Currency note: this opinion is from 2006
Subsequent statutory amendments, court decisions, or later AG opinions may have changed the analysis. Treat this page as historical context, not current legal advice. Verify current law before relying on any specific rule, deadline, or remedy mentioned here.
Disclaimer: This is an official Idaho Attorney General opinion. AG opinions are persuasive authority but not binding precedent. This summary is for informational purposes only and is not legal advice. Consult a licensed Idaho attorney for advice on your specific situation.

Plain-English summary

This is the AG's statutory review (Idaho Code § 34-1809) of a ballot initiative filed February 28, 2006, by Laird Maxwell, proposing to amend Idaho's eminent domain statutes (Idaho Code §§ 7-701 and 7-701A) and the Idaho Regulatory Takings Act (§§ 67-8002 and 67-8003).

The initiative came in the wake of Kelo v. City of New London, 545 U.S. 469 (2005), the U.S. Supreme Court's controversial decision allowing eminent domain takings for economic-development redevelopment projects. Many states responded with statutes or initiatives narrowing local eminent-domain authority, and Idaho was no exception.

Wasden raised four sets of issues:

Drafting form (Art. III, § 18). The proposal needed to reproduce the full text of amended sections (§§ 7-701, 7-701A, 67-8002, and 67-8003) with strikeouts for deletions and underscoring for additions. After consultation, the petitioner provided a marked-up draft, and the AG recommended using that draft for circulation.

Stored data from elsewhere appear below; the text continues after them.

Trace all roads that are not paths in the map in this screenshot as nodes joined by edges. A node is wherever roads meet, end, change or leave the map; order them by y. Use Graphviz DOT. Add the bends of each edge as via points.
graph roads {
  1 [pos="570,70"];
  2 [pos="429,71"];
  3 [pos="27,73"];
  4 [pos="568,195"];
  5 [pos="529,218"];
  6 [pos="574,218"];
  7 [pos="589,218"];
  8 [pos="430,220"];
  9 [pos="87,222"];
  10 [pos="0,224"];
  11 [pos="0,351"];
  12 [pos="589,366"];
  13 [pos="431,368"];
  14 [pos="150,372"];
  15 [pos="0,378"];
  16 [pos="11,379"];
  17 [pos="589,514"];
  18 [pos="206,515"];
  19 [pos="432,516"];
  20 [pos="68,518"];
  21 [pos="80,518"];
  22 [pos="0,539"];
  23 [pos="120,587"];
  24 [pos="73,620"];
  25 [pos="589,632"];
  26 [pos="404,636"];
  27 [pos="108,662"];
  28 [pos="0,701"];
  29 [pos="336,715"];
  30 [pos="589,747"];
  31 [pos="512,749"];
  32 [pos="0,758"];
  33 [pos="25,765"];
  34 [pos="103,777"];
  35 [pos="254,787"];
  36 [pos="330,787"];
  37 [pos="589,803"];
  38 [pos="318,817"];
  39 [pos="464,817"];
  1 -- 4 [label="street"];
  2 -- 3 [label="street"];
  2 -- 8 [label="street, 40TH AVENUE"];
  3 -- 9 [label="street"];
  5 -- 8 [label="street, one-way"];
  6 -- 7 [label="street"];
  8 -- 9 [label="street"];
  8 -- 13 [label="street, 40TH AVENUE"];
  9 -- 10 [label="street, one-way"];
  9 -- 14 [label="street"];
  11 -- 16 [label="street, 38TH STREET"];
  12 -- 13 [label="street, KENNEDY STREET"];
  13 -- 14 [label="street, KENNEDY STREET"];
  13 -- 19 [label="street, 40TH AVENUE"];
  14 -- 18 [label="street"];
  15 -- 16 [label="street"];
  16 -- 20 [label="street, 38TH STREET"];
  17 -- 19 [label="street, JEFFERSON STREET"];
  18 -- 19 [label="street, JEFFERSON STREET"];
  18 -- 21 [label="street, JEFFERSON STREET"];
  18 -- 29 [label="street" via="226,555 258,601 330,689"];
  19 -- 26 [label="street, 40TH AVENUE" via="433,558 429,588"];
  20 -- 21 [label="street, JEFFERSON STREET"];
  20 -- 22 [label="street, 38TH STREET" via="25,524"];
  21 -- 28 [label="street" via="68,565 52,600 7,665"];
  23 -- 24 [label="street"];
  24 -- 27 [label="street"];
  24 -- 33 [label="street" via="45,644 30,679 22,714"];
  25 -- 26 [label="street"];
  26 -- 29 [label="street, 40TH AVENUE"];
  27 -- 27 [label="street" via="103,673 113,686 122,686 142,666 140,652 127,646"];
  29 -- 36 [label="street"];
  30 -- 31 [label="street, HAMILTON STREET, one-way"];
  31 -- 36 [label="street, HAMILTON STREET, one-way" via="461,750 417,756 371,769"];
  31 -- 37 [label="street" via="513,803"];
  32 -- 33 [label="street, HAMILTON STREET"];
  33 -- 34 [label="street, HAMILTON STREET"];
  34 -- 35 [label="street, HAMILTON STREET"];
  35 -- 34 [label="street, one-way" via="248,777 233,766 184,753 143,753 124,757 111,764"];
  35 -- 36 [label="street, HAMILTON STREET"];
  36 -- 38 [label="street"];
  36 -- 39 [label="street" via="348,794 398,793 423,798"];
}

Single-subject question (Art. III, § 16). The proposal addressed both eminent domain (Title 7, Chapter 7) and regulatory takings (Title 67, Chapter 80). The AG noted these are arguably two separate subjects (eminent domain is a complete taking; regulatory takings are partial), but a court could classify both as "takings of property" and so directly or indirectly connected. The AG could not predict whether a court would permit the linkage.

Conflict with House Bill 555. The 2006 Idaho Legislature had just enacted HB 555, which created a new Idaho Code § 7-701A taking effect July 1, 2006. The initiative also created a new § 7-701A. If the initiative passed, the two § 7-701As would conflict and need reconciliation, likely by the Idaho Code Commission or by application of the rule that "the statute enacted later in time generally controls." The initiative also proposed § 7-701(12) language overlapping with HB 555.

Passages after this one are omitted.